** Dataset records follows **

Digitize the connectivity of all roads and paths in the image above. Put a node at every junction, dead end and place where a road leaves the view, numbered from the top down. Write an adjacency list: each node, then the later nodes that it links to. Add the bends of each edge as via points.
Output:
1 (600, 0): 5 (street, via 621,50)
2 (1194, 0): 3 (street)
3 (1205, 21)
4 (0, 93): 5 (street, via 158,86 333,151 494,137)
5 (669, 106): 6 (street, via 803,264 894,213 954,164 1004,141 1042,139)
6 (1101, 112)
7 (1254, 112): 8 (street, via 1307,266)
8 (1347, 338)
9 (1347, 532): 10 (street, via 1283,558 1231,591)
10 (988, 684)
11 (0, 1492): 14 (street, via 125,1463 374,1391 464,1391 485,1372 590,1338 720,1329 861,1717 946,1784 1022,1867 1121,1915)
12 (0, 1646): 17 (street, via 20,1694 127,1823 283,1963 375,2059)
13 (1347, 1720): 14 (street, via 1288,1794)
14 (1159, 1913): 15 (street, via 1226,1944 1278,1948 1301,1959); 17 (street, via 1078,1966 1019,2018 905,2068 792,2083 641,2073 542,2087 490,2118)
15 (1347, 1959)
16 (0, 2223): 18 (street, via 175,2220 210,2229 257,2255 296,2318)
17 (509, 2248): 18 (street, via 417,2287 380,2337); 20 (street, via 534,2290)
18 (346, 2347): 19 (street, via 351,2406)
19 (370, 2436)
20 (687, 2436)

** End of Dataset records **

The task: Return all of the material above exactly as it stands.

Answer to this task:
Digitize the connectivity of all roads and paths in the image above. Put a node at every junction, dead end and place where a road leaves the view, numbered from the top down. Write an adjacency list: each node, then the later nodes that it links to. Add the bends of each edge as via points.
Output:
1 (600, 0): 5 (street, via 621,50)
2 (1194, 0): 3 (street)
3 (1205, 21)
4 (0, 93): 5 (street, via 158,86 333,151 494,137)
5 (669, 106): 6 (street, via 803,264 894,213 954,164 1004,141 1042,139)
6 (1101, 112)
7 (1254, 112): 8 (street, via 1307,266)
8 (1347, 338)
9 (1347, 532): 10 (street, via 1283,558 1231,591)
10 (988, 684)
11 (0, 1492): 14 (street, via 125,1463 374,1391 464,1391 485,1372 590,1338 720,1329 861,1717 946,1784 1022,1867 1121,1915)
12 (0, 1646): 17 (street, via 20,1694 127,1823 283,1963 375,2059)
13 (1347, 1720): 14 (street, via 1288,1794)
14 (1159, 1913): 15 (street, via 1226,1944 1278,1948 1301,1959); 17 (street, via 1078,1966 1019,2018 905,2068 792,2083 641,2073 542,2087 490,2118)
15 (1347, 1959)
16 (0, 2223): 18 (street, via 175,2220 210,2229 257,2255 296,2318)
17 (509, 2248): 18 (street, via 417,2287 380,2337); 20 (street, via 534,2290)
18 (346, 2347): 19 (street, via 351,2406)
19 (370, 2436)
20 (687, 2436)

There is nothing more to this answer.